Copy out each line of the data that holds the string "nodes".

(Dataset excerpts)
Segment Open
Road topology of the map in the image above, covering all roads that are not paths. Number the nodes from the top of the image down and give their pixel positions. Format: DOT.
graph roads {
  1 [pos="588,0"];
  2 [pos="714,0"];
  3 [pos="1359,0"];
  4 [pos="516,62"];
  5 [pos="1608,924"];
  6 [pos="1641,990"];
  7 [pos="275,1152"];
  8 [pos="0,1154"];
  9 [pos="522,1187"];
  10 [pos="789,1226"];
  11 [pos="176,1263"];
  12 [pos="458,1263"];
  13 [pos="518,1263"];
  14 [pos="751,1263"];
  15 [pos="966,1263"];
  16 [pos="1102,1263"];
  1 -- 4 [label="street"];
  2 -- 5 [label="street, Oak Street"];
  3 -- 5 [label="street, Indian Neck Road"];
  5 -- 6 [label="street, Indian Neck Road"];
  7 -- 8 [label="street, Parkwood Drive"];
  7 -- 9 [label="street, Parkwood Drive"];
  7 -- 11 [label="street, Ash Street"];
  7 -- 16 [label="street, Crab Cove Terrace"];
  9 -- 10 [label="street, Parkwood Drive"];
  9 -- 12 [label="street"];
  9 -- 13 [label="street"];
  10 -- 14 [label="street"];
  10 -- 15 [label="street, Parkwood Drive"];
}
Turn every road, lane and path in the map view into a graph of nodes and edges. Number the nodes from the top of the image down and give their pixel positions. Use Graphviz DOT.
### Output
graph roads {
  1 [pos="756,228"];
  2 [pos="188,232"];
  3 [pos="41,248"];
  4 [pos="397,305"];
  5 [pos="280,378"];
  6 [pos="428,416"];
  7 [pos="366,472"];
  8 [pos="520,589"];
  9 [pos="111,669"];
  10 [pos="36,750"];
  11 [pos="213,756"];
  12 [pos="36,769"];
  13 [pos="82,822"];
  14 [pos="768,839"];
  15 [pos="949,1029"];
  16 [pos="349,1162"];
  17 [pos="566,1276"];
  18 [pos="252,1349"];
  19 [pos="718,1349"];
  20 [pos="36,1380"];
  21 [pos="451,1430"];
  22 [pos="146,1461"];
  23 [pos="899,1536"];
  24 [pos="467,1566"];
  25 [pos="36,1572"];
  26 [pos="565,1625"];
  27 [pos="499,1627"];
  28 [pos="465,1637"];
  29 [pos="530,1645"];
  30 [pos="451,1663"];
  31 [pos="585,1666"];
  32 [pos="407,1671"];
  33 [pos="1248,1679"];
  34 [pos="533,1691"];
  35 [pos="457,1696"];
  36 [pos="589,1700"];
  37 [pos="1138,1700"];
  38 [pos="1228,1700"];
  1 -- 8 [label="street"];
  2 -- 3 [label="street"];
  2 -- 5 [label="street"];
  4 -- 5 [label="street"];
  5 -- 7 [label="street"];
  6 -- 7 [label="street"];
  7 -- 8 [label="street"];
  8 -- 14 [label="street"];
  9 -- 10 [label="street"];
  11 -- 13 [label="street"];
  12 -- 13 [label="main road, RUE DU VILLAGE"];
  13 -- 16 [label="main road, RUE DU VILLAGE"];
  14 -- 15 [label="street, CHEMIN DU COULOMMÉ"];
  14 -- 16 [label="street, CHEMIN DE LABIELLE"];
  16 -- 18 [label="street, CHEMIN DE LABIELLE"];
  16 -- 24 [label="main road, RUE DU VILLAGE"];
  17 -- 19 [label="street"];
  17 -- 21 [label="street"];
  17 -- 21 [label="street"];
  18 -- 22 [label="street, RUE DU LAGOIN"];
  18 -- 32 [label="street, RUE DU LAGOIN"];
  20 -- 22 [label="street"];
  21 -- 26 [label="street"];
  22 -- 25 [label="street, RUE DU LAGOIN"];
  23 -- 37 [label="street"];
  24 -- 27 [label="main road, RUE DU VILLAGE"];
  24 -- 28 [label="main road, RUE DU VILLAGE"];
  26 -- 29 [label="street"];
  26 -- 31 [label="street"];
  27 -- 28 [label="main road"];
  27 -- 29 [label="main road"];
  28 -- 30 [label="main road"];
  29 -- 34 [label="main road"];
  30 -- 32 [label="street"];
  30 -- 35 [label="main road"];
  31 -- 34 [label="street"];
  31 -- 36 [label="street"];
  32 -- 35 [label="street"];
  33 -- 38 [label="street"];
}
Segment Closed
Solution to this task:
Road topology of the map in the image above, covering all roads that are not paths. Number the nodes from the top of the image down and give their pixel positions. Format: DOT.
Turn every road, lane and path in the map view into a graph of nodes and edges. Number the nodes from the top of the image down and give their pixel positions. Use Graphviz DOT.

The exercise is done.